Lo cierto es que otros bombardeos superiores en intensidad y víctimas mortales a los de las potencias del eje, como los de Hamburgo o Dresde, de brutales consecuencias, están sumergidos en el mismo debate aún hoy, aunque a menor nivel. Pero al igual que Hiroshima y Nagasaki, no se ven tanto como un acto enmarcado dentro de los crímenes de guerra sistemáticos, como hubiera sido el caso de los nazis, sino como acciones de guerra puntuales que no obedecen a un programa de exterminio.
Porque, al margen de la valoración que podamos hacer de ello, no estaban al mismo nivel ni perseguían los mismos objetivos que las acciones y las masacres de la Alemania nazi.
Qué opina Estados Unidos de la bomba hoy
Como ya hemos visto, la decisión de Truman también se enmarcaba dentro de su propio discurso político interno. Una abrumadora mayoría de norteamericanos, como pone de manifiesto esta encuesta de Pew realizada justo después de Hiroshima y Nagasaki, estaban a favor de lanzar la bomba atómica sobre Japón. En concreto, el 85%. Más del 60% hubiera actuado del mismo modo que lo hizo el presidente, bombardeando o una o varias ciudades japonesas con armas atómicas.
Hoy las posiciones son distintas, aunque la mayoría de encuestados continúan aprobando la decisión última de Truman. Sin embargo, como apuntan en Pew, existe una brecha generacional obvia. Mientras el 70% de los mayores de 65 años apoyan hoy el bombardeo de Hiroshima, menos de la mitad de los jóvenes entre 18 y 29 año lo hacen. A nivel partidista, un 52% de los demócratas lo ven con buenos ojos, en comparación al más del 70% de los republicanos.
La tendencia es descendente: si en 1945 era el 85%, en 1991 era el 63% de la población americana la que tenía una opinión positiva de la bomba atómica. Hoy, en 2015, el porcentaje se ha reducido al 56%, con un 34% de los norteamericanos desaprobando su utilización contra población civil.

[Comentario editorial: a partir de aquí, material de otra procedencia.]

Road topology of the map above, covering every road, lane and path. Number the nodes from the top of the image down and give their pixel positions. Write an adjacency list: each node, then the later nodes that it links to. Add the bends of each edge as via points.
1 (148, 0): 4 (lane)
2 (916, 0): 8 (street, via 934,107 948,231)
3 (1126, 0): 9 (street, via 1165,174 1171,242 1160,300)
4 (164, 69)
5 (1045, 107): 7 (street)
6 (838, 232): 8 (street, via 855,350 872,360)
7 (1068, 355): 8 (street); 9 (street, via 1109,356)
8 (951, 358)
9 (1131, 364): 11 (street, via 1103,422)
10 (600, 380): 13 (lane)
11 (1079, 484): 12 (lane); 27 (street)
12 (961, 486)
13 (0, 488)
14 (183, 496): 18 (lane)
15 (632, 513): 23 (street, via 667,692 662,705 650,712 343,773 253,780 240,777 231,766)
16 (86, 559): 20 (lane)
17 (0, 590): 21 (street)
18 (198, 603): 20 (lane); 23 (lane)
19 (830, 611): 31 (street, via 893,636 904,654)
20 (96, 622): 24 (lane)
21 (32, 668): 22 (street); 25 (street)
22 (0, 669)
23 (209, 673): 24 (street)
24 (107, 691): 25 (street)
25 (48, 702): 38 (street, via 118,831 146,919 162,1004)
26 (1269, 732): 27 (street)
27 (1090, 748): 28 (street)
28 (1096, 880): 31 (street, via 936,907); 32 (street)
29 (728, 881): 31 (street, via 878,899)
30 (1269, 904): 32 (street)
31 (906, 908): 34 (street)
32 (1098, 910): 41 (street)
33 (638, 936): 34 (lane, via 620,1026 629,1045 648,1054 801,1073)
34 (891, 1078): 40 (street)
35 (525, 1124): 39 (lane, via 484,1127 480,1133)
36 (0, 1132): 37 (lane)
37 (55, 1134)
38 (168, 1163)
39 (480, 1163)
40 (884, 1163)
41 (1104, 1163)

Naturalmente, las opiniones de los japoneses son muy diferentes. A día de hoy, tan sólo un 14% de los japoneses consideran justificado la utilización de arsenal atómico contra Hiroshima y Nagasaki. Más del 70% lo juzgan no justificado. Es el único contraste y punto de fricción entre las opiniones actuales de japoneses y norteamericanos los unos hacia los otros. Una brecha que no es mayor gracias a la reconstrucción de Japón, con ayuda norteamericana, después de la guerra, y a los vínculos económicos, culturales y políticos derivados de la ocupación norteamericana durante largas décadas posteriores a la guerra.

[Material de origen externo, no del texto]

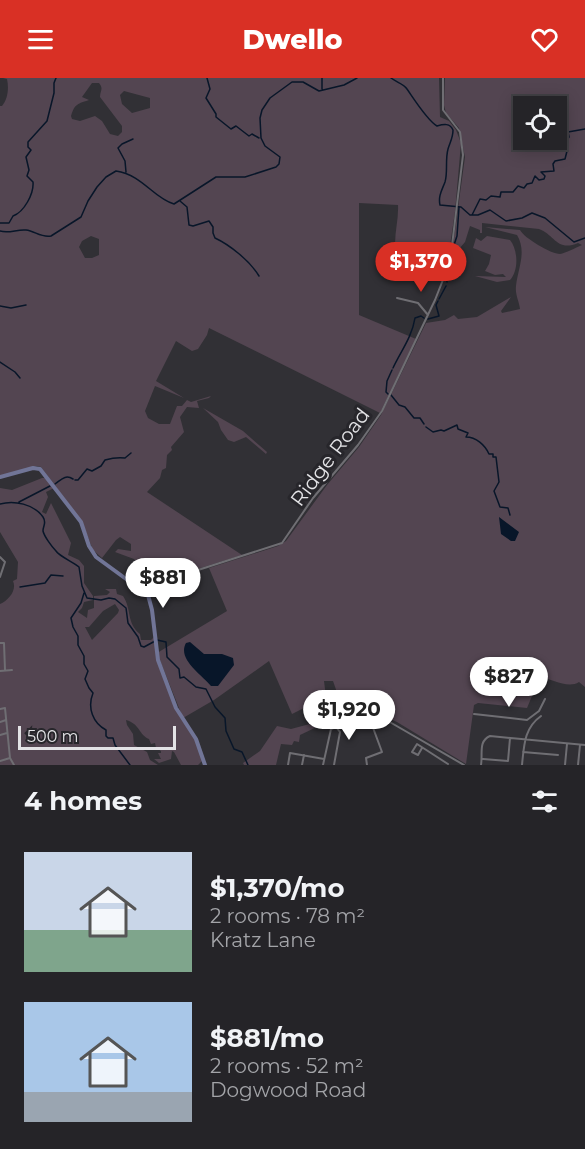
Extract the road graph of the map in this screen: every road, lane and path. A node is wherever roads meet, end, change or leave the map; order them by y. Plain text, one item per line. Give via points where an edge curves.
1 (443, 78) edge
2 (398, 298) dead end
3 (428, 315) junction
4 (0, 477) edge
5 (0, 557) edge
6 (0, 576) edge
7 (144, 590) junction
8 (0, 643) edge
9 (5, 670) junction
10 (12, 670) dead end
11 (0, 671) edge
12 (545, 699) dead end
13 (0, 709) edge
14 (375, 714) junction
15 (474, 714) dead end
16 (541, 716) dead end
17 (529, 719) junction
18 (6, 720) junction
19 (0, 722) edge
20 (533, 723) junction
21 (336, 727) junction
22 (7, 733) junction
23 (0, 735) edge
24 (510, 738) junction
25 (525, 740) junction
26 (567, 744) junction
27 (580, 745) junction
28 (585, 746) edge
29 (422, 748) dead end
30 (523, 752) junction
31 (304, 755) junction
32 (558, 755) dead end
33 (10, 758) junction
34 (324, 759) junction
35 (451, 759) junction
36 (482, 759) junction
37 (0, 761) edge
38 (448, 764) edge
39 (14, 765) edge
40 (205, 765) edge
41 (288, 765) edge
42 (303, 765) edge
43 (323, 765) edge
44 (334, 765) edge
45 (367, 765) edge
46 (464, 765) edge
47 (481, 765) edge
48 (522, 765) edge
49 (564, 765) edge
50 (578, 765) edge

1 - 3 street, Ridge Road via 443,110 460,132 463,152 449,267
2 - 3 street via 418,303
3 - 7 street, Ridge Road via 380,414 284,541
4 - 7 street via 40,469 81,522 96,557
5 - 6 street via 6,562
7 - 40 street via 150,600 157,657 176,708 196,739
8 - 9 street via 4,643
9 - 10 street
9 - 11 street
12 - 17 street
13 - 18 street via 5,708
14 - 21 street via 362,710 361,716 339,720
14 - 35 street
14 - 45 street via 372,724 382,752 366,758
15 - 17 street
16 - 20 street
17 - 20 street
18 - 19 street
18 - 22 street
20 - 25 street
21 - 34 street via 330,731
21 - 44 street via 340,732
22 - 23 street
22 - 33 street
24 - 25 street
24 - 36 street via 487,737 482,744
24 - 36 street via 508,761
25 - 26 street
25 - 30 street
26 - 27 street
26 - 49 street
27 - 28 street
27 - 50 street
29 - 38 street
30 - 32 street
30 - 48 street
31 - 34 street
31 - 41 street via 290,753
31 - 42 street
33 - 37 street
33 - 39 street
34 - 43 street
35 - 38 street
35 - 46 street
36 - 47 street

Algo que se demuestra en otra de las preguntas realizadas por Pew en la misma encuesta: ¿se ha disculpado lo suficiente Japón setenta años después de la Segunda Guerra Mundial? Tanto una mayoría de norteamericanos como de japoneses (más alta, lógicamente) responden afirmativamente a la cuestión. Casi un 30% en ambos países cree lo contrario y considera que Japón, de un modo u otro, debería disculparse aún más por sus acciones setenta años atrás.

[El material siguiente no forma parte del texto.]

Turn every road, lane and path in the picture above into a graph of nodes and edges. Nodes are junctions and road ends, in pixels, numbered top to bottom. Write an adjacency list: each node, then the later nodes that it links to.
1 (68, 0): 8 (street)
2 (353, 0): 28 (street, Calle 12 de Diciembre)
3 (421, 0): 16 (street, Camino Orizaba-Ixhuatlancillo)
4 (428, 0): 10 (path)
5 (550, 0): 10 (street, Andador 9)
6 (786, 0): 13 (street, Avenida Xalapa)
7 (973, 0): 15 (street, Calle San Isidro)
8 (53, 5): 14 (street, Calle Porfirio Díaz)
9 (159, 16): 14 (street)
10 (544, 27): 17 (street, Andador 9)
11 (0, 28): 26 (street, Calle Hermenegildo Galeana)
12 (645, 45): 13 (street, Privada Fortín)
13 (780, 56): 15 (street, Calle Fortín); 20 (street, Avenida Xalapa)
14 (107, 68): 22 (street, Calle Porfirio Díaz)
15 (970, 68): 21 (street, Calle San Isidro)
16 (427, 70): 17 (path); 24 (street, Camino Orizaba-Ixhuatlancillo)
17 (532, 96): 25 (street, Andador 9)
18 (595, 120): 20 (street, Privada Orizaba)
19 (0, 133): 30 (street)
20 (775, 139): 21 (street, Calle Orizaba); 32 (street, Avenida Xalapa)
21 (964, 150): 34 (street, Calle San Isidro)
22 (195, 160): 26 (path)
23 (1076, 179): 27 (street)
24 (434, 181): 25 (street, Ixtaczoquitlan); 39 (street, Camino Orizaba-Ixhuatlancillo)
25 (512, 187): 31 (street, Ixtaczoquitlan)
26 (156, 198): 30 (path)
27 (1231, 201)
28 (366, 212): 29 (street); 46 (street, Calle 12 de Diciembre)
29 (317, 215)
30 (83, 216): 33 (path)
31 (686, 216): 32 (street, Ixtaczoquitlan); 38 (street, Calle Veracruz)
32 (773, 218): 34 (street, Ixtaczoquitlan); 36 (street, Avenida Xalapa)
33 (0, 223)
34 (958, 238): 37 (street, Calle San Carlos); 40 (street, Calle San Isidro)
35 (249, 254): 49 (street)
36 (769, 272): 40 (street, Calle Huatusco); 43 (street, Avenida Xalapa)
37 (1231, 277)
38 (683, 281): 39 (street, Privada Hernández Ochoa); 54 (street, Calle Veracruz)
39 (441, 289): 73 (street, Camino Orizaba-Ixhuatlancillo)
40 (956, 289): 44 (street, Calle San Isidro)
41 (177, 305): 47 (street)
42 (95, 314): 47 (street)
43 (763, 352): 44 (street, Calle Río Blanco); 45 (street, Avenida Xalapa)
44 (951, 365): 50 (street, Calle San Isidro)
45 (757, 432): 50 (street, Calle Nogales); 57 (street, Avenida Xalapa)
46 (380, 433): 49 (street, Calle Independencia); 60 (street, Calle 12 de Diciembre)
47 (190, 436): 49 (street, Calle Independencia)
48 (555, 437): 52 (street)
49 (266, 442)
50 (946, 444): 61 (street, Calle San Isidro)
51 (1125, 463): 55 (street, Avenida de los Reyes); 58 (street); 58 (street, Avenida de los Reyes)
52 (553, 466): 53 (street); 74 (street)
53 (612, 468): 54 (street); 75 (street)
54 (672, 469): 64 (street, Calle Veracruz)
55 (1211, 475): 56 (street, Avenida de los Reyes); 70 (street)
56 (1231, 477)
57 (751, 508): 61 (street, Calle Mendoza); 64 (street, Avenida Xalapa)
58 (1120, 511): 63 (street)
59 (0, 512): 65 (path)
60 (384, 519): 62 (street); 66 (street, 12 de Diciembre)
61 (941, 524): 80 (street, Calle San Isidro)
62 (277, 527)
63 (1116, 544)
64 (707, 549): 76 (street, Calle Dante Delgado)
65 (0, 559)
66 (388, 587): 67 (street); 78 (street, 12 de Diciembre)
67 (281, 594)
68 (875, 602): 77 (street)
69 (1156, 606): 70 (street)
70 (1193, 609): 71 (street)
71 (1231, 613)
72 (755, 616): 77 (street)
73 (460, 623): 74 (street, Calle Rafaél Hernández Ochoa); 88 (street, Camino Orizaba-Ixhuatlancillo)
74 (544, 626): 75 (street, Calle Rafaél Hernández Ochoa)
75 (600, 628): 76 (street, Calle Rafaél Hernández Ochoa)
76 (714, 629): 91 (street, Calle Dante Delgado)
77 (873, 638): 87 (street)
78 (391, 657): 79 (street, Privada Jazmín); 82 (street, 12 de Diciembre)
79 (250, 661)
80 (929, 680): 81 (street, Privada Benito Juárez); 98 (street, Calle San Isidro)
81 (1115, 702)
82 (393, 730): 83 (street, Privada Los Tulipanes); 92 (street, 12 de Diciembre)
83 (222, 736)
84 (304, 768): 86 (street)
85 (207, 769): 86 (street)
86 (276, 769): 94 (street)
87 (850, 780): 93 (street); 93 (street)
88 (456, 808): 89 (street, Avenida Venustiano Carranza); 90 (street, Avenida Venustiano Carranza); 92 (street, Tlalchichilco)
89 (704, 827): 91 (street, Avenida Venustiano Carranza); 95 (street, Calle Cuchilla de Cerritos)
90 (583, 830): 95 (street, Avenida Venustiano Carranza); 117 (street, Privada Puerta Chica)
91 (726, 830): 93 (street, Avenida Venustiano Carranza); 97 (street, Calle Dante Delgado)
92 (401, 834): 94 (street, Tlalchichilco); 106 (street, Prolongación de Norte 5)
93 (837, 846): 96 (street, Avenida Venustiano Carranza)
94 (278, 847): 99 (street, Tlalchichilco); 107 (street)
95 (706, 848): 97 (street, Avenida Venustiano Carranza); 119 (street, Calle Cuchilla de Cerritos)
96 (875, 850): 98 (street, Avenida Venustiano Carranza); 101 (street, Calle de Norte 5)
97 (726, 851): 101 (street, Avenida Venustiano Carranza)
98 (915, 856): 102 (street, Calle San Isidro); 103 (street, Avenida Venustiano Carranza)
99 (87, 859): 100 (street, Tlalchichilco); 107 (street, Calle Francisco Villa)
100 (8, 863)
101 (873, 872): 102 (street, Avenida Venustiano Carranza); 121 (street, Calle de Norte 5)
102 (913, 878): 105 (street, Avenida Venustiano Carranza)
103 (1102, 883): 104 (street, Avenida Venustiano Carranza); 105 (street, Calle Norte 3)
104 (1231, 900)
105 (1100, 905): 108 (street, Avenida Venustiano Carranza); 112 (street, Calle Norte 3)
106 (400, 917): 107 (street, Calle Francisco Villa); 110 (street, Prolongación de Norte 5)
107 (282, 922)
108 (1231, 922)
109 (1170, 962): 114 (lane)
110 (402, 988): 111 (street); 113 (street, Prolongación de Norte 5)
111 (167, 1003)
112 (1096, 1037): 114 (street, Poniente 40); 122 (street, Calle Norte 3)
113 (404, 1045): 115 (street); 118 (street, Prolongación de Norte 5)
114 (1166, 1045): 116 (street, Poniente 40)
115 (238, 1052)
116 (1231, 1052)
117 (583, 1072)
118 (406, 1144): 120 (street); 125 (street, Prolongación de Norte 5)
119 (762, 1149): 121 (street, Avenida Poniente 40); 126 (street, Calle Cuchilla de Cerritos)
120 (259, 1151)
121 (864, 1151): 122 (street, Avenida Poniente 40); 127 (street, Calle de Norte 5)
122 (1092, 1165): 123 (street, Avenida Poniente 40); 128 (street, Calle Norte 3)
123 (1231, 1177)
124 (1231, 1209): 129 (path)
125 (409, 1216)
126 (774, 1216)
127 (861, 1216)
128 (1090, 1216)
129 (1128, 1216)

Al margen del debate académico, siete décadas después, la bomba atómica sigue siendo vista con buenos ojos por todas las generaciones de norteamericanos, y es ahí donde hay que buscar la respuesta a la pregunta "¿Por qué se lanzó?". El debate, en cualquier caso, continuará enraizado en la cuestión moral del bombardeo o en sus consecuencias prácticas, sobre si realmente finiquitó la guerra o si lo hizo la entrada de la URSS en el frente del Pacífico. Sea como fuere, es indudable que el acto cambió el panorama bélico por siempre jamás.